Several emerging technologies are poised to transform CCNE2 antibody applications:

• Single-cell proteomics:

  • Integration of CCNE2 antibodies into mass cytometry (CyTOF) panels

  • Single-cell Western blotting technologies for heterogeneity analysis

  • Spatial proteomics approaches (e.g., Imaging Mass Cytometry, CODEX)

  • These approaches will reveal cell-to-cell variation in CCNE2 expression and modification

• Nanobody and recombinant antibody technologies:

  • Development of CCNE2-specific nanobodies with enhanced penetration for live-cell imaging

  • Site-specific conjugation strategies for precise reporter attachment

  • Bispecific antibodies targeting CCNE2 and interacting partners simultaneously

  • These formats may offer improved specificity and reduced background

• Advanced imaging modalities:

  • Super-resolution microscopy optimized for CCNE2 visualization

  • Expansion microscopy protocols compatible with CCNE2 antibodies

  • Light-sheet microscopy for 3D visualization of CCNE2 in tissues and organoids

  • These approaches will reveal subcellular details previously inaccessible

• Functional antibody applications:

  • Conformation-specific antibodies that distinguish active/inactive CCNE2

  • Intrabodies that track and potentially modulate CCNE2 function in living cells

  • Degradation-inducing antibody conjugates for targeted CCNE2 proteolysis

  • These tools will move beyond detection to functional perturbation

• AI-enhanced antibody validation and optimization:

  • Machine learning algorithms to predict optimal antibody conditions

  • Automated image analysis for unbiased quantification

  • Integration of antibody-based data with multi-omics datasets

  • These computational approaches will maximize information extraction from antibody-based experiments

These emerging techniques will expand the utility of CCNE2 antibodies beyond traditional applications, providing deeper insights into cell cycle regulation in normal and disease states.

How are CCNE2 antibodies contributing to our understanding of cancer and potential therapeutic approaches?

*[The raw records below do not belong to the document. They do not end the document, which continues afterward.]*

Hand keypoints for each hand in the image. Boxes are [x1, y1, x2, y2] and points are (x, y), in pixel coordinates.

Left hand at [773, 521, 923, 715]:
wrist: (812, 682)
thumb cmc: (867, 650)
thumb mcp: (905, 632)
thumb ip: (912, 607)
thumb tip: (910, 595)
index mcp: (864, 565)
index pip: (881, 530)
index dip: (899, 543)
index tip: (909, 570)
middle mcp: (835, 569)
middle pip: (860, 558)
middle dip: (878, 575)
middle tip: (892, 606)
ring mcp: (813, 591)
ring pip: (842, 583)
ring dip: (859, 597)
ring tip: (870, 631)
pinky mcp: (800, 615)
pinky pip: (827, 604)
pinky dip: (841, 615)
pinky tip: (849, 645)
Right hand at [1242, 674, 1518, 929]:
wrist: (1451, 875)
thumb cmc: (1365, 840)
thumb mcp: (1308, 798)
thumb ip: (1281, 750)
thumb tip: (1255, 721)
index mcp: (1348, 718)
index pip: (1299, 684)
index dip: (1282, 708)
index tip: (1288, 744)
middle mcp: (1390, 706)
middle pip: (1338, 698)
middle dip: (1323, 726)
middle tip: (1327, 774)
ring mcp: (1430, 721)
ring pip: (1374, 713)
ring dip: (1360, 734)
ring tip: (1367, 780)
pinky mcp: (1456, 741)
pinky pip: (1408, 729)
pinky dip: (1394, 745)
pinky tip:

CCNE2 antibodies are making significant contributions to cancer research and therapeutic development:

• Prognostic and predictive biomarker development:

  • IHC protocols using CCNE2 antibodies (1:400-1:1600 dilution) enable patient stratification

  • CCNE2 overexpression correlates with aggressive disease in multiple cancer types

  • Combined detection of CCNE2 with other markers provides superior prognostic information

  • These applications help identify patients who might benefit from specific targeted therapies

• Therapeutic target validation:

  • Western blotting (1:1000-1:2000 dilution) quantifies CCNE2 levels following treatment

  • Flow cytometry (0.25 μg per 10^6 cells) assesses changes in CCNE2-positive cell populations

  • IF/ICC approaches (1:200-1:800) visualize subcellular redistribution in response to therapy

  • These methods help validate CCNE2 as a direct or indirect drug target

• Mechanism of action studies:

  • IP protocols (0.5-4.0 μg antibody) identify altered protein interactions following treatment

  • Phospho-specific detection reveals changes in CCNE2 regulation in response to therapy

  • Multiplexed detection correlates CCNE2 with downstream pathway components

  • These insights clarify how existing and experimental drugs affect the CCNE2 pathway

• Resistance mechanism investigation:

  • Antibody-based detection reveals CCNE2 alterations in drug-resistant cells

  • Correlation of CCNE2 levels/modifications with treatment response

  • Identification of compensatory pathways when CCNE2 is targeted

  • These findings suggest combination strategies to overcome resistance

• Emerging therapeutic approaches:

  • Antibody-drug conjugates targeting CCNE2-overexpressing cells

  • Proteolysis-targeting chimeras (PROTACs) for CCNE2 degradation

  • Synthetic lethal approaches exploiting CCNE2 overexpression

  • Immunotherapy strategies targeting CCNE2-derived peptides

CCNE2 antibodies thus serve as critical tools in both understanding cancer biology and developing the next generation of targeted therapies, particularly for cancers dependent on cell cycle dysregulation.